Double-billing and the PayPal trap

Cleaning up the ledger in 4 days

Our cleanup process is designed to be fast because we know founders don't have weeks to spend on admin. Monday was for data gathering, and by Friday morning, we had a final report ready for the board. We don't just give you a list of things to cancel; we actually sit with the person who has the login details and watch them click the 'cancel' button. If you don't do it right then, it often gets forgotten for another month.

By the end of the week, the total annualised savings for this Aberdeen startup was £8,412. For a company of this size, that is equivalent to a significant percentage of their monthly burn. It is often the difference between needing to raise money in 6 months versus having the runway to wait for a better valuation. We didn't cut anything that helped them build their product; we just removed the 'fluff' that had accumulated over 3 years of business.

The client was surprised by how much of the waste was just 'auto-renewals' for things they had tried for a week and forgotten. We now perform a 'Lite' version of this audit for them every 6 months. It takes us about 4 hours now that the system is set up, and it keeps their finance department clean and investor-ready. If you haven't looked at your 'Other Expenses' line in your P&L lately, you are probably overpaying for something right now.
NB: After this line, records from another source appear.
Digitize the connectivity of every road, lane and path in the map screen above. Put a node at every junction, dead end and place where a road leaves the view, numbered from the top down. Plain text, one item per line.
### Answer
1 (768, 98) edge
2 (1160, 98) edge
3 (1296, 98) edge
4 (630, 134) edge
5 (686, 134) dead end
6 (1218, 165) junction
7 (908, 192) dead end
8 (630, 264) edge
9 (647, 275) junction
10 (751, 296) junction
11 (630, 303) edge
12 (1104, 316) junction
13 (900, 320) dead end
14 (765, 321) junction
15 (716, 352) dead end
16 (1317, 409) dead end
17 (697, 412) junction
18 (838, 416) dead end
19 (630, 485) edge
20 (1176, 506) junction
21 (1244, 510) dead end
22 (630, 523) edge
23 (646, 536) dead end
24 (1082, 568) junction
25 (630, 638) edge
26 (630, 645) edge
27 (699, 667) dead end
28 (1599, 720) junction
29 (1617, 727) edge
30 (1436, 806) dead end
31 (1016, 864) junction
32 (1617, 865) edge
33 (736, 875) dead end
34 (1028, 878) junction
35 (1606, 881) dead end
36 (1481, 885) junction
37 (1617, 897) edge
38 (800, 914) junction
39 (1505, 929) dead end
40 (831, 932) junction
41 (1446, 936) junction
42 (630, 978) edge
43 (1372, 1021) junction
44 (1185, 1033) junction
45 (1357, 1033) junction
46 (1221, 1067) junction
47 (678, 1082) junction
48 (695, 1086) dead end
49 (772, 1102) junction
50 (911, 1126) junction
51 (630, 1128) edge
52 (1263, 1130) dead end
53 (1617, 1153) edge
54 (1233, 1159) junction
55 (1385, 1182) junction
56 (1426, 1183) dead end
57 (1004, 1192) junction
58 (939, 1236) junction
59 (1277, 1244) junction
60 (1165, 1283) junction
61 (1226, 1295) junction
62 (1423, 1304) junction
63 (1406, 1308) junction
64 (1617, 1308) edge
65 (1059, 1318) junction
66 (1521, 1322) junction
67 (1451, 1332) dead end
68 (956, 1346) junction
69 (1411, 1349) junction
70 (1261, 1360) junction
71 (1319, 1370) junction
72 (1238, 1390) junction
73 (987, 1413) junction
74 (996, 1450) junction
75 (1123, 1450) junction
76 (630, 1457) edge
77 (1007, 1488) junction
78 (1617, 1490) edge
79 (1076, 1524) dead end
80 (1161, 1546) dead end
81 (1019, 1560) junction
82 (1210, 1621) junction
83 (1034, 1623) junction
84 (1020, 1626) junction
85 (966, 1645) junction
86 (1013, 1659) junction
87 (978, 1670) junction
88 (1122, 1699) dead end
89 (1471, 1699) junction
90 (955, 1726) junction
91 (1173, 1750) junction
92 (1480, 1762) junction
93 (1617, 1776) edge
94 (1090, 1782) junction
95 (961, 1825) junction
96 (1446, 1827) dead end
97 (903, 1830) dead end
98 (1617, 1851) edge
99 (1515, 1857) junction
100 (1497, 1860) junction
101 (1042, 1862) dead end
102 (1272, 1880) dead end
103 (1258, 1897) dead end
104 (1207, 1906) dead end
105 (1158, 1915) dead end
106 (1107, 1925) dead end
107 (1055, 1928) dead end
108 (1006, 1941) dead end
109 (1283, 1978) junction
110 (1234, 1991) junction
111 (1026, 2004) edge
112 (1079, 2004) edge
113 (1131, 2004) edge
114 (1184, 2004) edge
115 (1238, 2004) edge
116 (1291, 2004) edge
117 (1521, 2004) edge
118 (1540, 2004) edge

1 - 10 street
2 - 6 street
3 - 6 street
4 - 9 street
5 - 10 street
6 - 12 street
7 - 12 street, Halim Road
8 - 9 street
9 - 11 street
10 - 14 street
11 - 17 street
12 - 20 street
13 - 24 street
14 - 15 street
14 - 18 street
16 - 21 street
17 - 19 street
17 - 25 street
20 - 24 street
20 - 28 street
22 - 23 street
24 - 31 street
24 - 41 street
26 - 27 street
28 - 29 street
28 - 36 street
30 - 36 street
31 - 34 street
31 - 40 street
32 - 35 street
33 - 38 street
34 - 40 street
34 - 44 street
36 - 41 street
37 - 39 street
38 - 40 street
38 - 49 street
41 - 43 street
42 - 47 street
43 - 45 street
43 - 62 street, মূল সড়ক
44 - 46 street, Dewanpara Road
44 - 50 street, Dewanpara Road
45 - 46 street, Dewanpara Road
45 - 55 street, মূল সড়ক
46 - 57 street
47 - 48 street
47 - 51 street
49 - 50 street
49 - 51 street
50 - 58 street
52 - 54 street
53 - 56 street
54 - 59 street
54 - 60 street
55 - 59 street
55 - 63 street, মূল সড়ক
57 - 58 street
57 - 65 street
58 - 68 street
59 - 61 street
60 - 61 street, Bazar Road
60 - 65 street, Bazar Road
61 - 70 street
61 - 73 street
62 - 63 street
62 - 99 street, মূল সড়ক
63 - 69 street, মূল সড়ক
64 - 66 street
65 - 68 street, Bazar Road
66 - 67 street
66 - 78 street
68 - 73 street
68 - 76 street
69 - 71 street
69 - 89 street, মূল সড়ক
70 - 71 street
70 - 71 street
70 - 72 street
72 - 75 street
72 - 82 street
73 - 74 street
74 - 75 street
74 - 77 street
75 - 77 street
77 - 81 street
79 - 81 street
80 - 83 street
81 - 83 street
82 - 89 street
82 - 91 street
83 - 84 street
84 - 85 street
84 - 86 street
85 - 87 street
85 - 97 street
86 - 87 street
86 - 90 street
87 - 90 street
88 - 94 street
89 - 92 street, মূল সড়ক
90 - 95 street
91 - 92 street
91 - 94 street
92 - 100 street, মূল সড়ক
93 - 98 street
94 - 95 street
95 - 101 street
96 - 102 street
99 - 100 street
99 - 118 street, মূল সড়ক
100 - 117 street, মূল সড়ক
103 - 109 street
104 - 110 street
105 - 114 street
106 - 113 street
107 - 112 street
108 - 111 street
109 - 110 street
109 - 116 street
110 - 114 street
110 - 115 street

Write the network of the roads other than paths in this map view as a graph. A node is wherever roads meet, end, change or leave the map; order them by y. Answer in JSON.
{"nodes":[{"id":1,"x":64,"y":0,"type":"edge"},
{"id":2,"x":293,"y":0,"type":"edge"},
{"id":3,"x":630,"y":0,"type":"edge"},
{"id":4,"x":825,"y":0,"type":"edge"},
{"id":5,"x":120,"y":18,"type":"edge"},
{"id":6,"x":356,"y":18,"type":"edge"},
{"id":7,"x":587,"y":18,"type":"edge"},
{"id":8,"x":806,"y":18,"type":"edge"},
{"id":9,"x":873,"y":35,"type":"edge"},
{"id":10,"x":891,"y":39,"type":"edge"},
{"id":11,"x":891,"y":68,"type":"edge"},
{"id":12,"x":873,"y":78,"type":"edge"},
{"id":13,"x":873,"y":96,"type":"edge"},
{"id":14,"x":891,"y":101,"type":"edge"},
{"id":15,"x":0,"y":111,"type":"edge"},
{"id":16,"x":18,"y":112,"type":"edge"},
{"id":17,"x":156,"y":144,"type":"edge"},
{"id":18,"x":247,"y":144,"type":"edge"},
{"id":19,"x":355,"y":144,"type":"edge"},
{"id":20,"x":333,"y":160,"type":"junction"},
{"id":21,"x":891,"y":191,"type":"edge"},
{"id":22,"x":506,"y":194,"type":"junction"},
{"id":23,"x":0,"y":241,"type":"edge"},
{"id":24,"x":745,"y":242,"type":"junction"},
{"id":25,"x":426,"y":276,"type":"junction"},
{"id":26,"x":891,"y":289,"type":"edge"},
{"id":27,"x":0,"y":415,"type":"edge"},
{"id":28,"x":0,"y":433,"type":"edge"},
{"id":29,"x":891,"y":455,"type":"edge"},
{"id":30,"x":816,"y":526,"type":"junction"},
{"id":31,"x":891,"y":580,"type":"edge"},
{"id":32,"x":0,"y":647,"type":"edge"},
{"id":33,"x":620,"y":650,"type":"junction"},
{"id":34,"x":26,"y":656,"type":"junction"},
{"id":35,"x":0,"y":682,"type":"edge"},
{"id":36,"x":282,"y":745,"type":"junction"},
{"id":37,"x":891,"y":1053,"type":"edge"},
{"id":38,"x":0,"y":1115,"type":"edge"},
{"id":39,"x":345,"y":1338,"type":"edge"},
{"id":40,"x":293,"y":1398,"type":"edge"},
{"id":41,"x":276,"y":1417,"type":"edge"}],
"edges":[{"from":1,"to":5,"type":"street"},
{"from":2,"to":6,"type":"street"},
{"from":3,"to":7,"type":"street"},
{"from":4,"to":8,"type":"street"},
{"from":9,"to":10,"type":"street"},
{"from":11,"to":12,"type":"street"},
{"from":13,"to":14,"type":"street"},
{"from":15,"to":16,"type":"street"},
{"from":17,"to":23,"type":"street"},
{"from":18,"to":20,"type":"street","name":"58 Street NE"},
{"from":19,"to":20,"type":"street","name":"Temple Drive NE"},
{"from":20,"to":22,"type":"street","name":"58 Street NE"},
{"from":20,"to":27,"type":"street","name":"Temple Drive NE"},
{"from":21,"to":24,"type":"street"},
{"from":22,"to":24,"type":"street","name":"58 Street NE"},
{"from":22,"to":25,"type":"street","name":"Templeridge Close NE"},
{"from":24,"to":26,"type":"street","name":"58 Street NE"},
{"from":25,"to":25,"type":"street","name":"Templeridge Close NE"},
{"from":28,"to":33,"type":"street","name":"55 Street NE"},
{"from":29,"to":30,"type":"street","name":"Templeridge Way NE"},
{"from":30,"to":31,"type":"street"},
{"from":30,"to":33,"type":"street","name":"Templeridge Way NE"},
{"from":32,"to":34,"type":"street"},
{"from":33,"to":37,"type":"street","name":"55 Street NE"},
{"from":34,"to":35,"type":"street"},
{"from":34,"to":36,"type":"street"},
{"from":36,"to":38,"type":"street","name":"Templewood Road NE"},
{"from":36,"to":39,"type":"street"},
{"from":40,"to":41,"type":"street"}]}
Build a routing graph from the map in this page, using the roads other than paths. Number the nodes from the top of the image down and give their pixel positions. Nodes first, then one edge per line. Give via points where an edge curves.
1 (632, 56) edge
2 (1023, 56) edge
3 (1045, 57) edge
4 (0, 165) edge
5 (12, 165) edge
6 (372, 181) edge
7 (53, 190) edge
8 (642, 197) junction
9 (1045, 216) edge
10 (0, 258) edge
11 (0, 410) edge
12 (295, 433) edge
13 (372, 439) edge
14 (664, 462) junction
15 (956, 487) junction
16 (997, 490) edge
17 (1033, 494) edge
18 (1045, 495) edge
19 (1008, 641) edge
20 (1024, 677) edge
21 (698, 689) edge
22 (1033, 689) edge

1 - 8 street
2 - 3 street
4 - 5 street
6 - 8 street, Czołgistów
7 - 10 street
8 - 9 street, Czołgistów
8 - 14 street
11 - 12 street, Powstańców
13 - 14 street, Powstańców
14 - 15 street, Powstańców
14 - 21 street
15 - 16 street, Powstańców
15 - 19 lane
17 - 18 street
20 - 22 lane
How to run your own mini-audit

If you want to try this yourself, start by looking at every transaction under £50. These are the ones that slip through the cracks. In our experience, about 30% of these small charges are for things the team no longer uses. Group your vendors by category—hosting, marketing, productivity, and HR. If you have more than 3 vendors in any single category, you probably have a redundancy that can be cut or consolidated.

Check your 'User Seats' once a quarter. This is the easiest way to save money. We often find that companies pay for 20 seats when they only have 14 employees. Those 6 extra seats might only be £15 each, but that is £1,080 a year gone for nothing. Also, check for 'annual' vs 'monthly' billing. If you know you are going to use a tool for the next 12 months, switching to an annual plan usually saves you around 20% immediately.

Lastly, look at your bank statements for 'forgotten' trials. Most people sign up for a 7-day free trial and forget to cancel. At Onbelai, we suggest using a dedicated virtual card for all software trials. If you forget to cancel, you can just freeze the card. It's a simple trick that has saved our clients thousands of pounds over the last 7 years. Plain English finance isn't about complex formulas; it's about paying attention to where every pound actually goes.